Artboard 16light, inspiration, solution, idea, innovation,Google Sheets iconSwift icon
Published at
Updated at
Reading time
This post is part of my Today I learned series in which I share all my web development learnings.

Recently, I came across a tweet by Ingvar Stepanyan. He shared the --check flag for executing JavaScript files in Node.js. I didn't know about this option.

How to check JavaScript syntax from the command line

Let's have a look at Node.js' --check option.

$ node --check some.js

$ node --check some-invalid.js
SyntaxError: Unexpected token }
  at checkScriptSyntax (bootstrap_node.js:457:5)
  at startup (bootstrap_node.js:153:11)
  at bootstrap_node.js:575:3

The --check option turns the Node.js binary into a JavaScript syntax checker that parses the passed source code and looks for invalid syntax. Node.js is not running any code in this "check mode".
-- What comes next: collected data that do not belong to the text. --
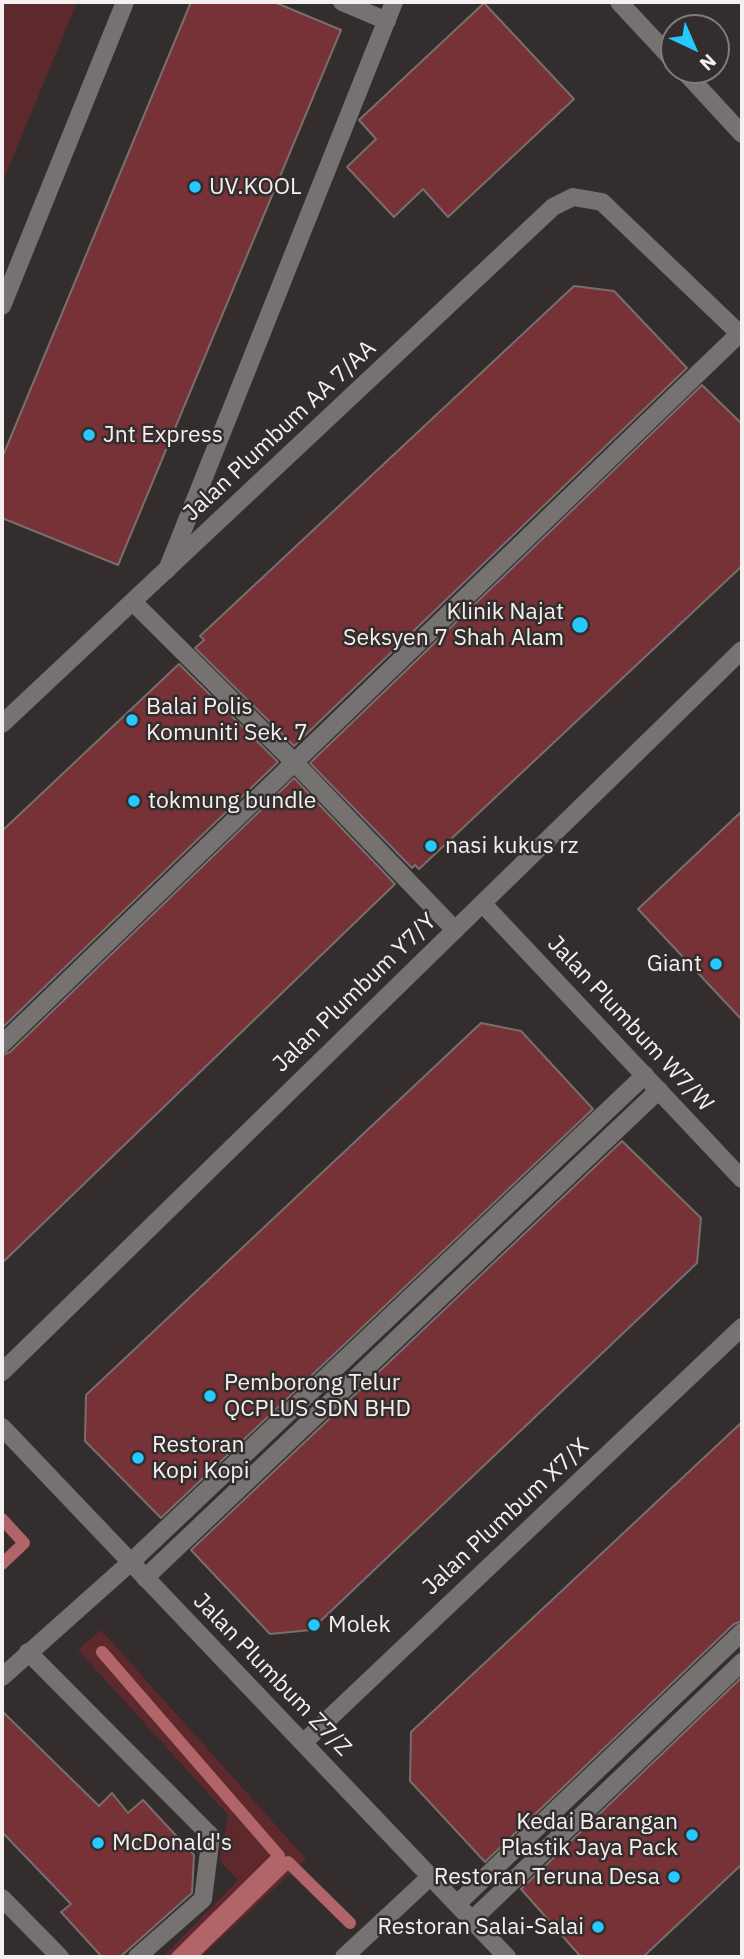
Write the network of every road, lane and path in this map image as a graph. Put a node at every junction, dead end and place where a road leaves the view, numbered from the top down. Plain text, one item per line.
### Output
1 (125, 2) edge
2 (342, 2) edge
3 (394, 2) edge
4 (619, 2) edge
5 (387, 21) junction
6 (660, 46) edge
7 (695, 84) edge
8 (742, 134) edge
9 (3, 301) edge
10 (741, 335) edge
11 (166, 573) junction
12 (134, 602) junction
13 (742, 650) edge
14 (5, 713) edge
15 (294, 762) junction
16 (483, 904) junction
17 (455, 930) junction
18 (2, 1044) edge
19 (645, 1075) junction
20 (659, 1090) junction
21 (742, 1179) edge
22 (742, 1327) edge
23 (2, 1372) edge
24 (2, 1427) edge
25 (131, 1562) junction
26 (145, 1577) junction
27 (742, 1632) edge
28 (28, 1652) junction
29 (742, 1662) edge
30 (2, 1677) edge
31 (303, 1743) junction
32 (430, 1877) junction
33 (2, 1898) edge
34 (457, 1905) junction
35 (472, 1920) junction
36 (60, 1957) edge
37 (136, 1957) edge
38 (344, 1957) edge
39 (507, 1957) edge

1 - 9 street
2 - 5 street
3 - 5 street
4 - 6 street
5 - 11 street
7 - 8 street
10 - 11 street, Jalan Plumbum AA 7/AA
10 - 15 street
11 - 12 street, Jalan Plumbum AA 7/AA
12 - 14 street, Jalan Plumbum AA 7/AA
12 - 15 street
13 - 16 street, Jalan Plumbum Y7/Y
15 - 17 street
15 - 18 street
16 - 17 street, Jalan Plumbum Y7/Y
16 - 19 street, Jalan Plumbum W7/W
17 - 23 street, Jalan Plumbum Y7/Y
19 - 20 street, Jalan Plumbum W7/W
19 - 25 street
20 - 21 street, Jalan Plumbum W7/W
20 - 26 street
22 - 31 street, Jalan Plumbum X7/X
24 - 25 street, Jalan Plumbum Z7/Z
25 - 26 street, Jalan Plumbum Z7/Z
25 - 28 street
26 - 31 street, Jalan Plumbum Z7/Z
27 - 34 street
28 - 30 street
28 - 37 street
29 - 35 street
31 - 32 street, Jalan Plumbum Z7/Z
32 - 34 street, Jalan Plumbum Z7/Z
32 - 38 street
33 - 36 street
34 - 35 street, Jalan Plumbum Z7/Z
35 - 39 street, Jalan Plumbum Z7/Z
The documentation of the check parameter states the following:

Check the script's syntax without executing it. Exits with an error code if script is invalid.

A quick syntax check like that can be convenient if you're transforming code and want to make sure that your code transformation generated valid JavaScript.
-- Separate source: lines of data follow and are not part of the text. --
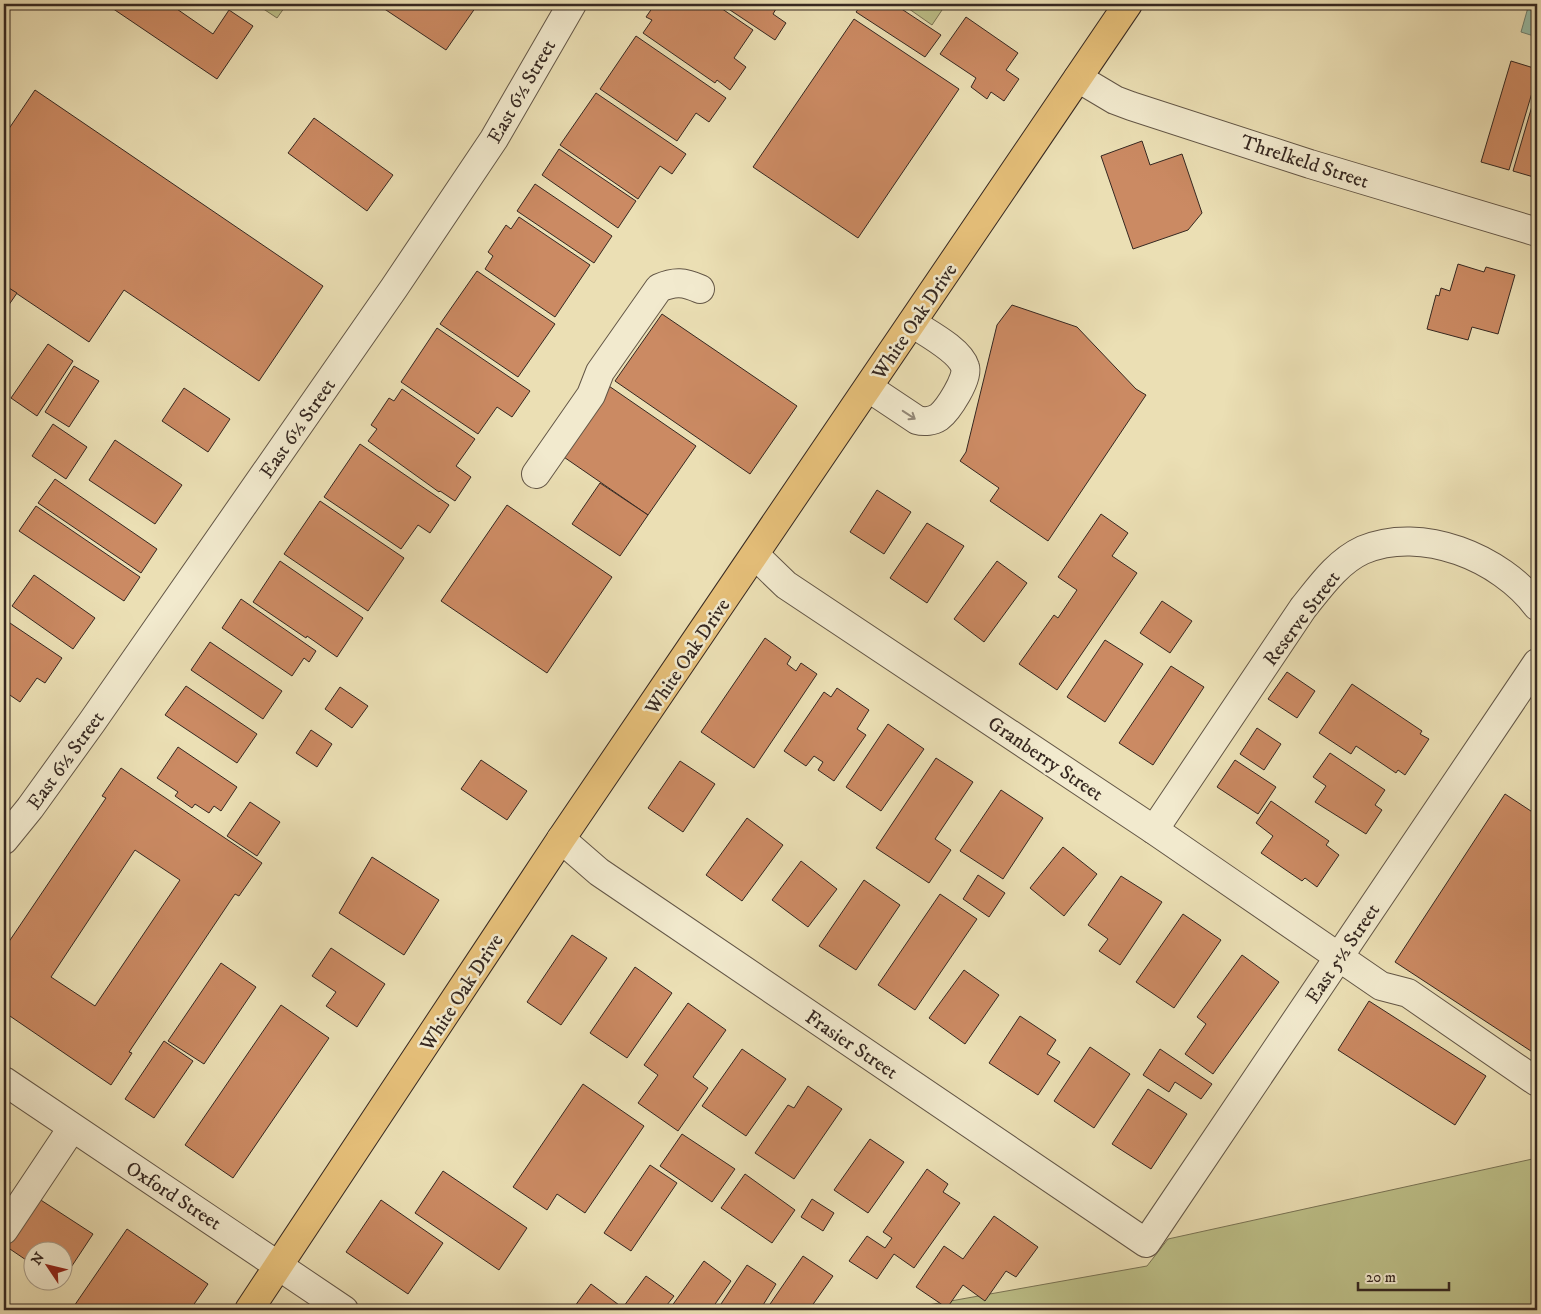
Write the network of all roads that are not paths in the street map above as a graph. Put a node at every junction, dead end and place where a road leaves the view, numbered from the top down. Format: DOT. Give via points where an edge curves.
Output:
graph roads {
  1 [pos="572,4"];
  2 [pos="1128,4"];
  3 [pos="1078,78"];
  4 [pos="1537,232"];
  5 [pos="700,289"];
  6 [pos="912,323"];
  7 [pos="869,388"];
  8 [pos="536,474"];
  9 [pos="755,555"];
  10 [pos="1537,606"];
  11 [pos="1537,663"];
  12 [pos="1154,830"];
  13 [pos="561,839"];
  14 [pos="4,840"];
  15 [pos="1339,958"];
  16 [pos="4,1081"];
  17 [pos="1537,1082"];
  18 [pos="72,1128"];
  19 [pos="4,1230"];
  20 [pos="1146,1243"];
  21 [pos="278,1266"];
  22 [pos="249,1310"];
  23 [pos="344,1310"];
  1 -- 14 [label="street, East 6½ Street" via="494,139 394,288 92,722"];
  2 -- 3 [label="main road, White Oak Drive"];
  3 -- 4 [label="street, Threlkeld Street" via="1131,106"];
  3 -- 6 [label="main road, White Oak Drive"];
  5 -- 8 [label="street" via="674,282 659,288 600,372 591,395"];
  6 -- 7 [label="main road, White Oak Drive"];
  7 -- 6 [label="street, one-way" via="923,422 940,416 964,382 966,368 958,354"];
  7 -- 9 [label="main road, White Oak Drive"];
  9 -- 12 [label="street, Granberry Street" via="786,585"];
  9 -- 13 [label="main road, White Oak Drive"];
  10 -- 12 [label="street, Reserve Street" via="1511,579 1465,554 1425,543 1381,544 1362,551 1329,576 1303,608"];
  11 -- 15 [label="street, East 5½ Street"];
  12 -- 15 [label="street, Granberry Street"];
  13 -- 20 [label="street, Frasier Street" via="599,872"];
  13 -- 21 [label="main road, White Oak Drive"];
  15 -- 17 [label="street, Granberry Street" via="1381,986 1408,993"];
  15 -- 20 [label="street, East 5½ Street"];
  16 -- 18 [label="street, Oxford Street"];
  18 -- 19 [label="street"];
  18 -- 21 [label="street, Oxford Street"];
  21 -- 22 [label="main road, White Oak Drive"];
  21 -- 23 [label="street, Oxford Street"];
}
How to check JavaScript syntax from within JavaScript

While looking into the --check option, I also learned about the vm module. The vm module is part of Node.js core, and you can use it to evaluate/execute JavaScript in a sandboxed environment under your control, too.

You can use it to evaluate and syntax check JavaScript files from within your scripts. Check JavaScript with JavaScript, so to say. 🙈

const vm = require('vm');
const script = new vm.Script('var a =');

The constructor of vm.Script throws an exceptions if there are any syntactial errors in the provided JavaScript code string.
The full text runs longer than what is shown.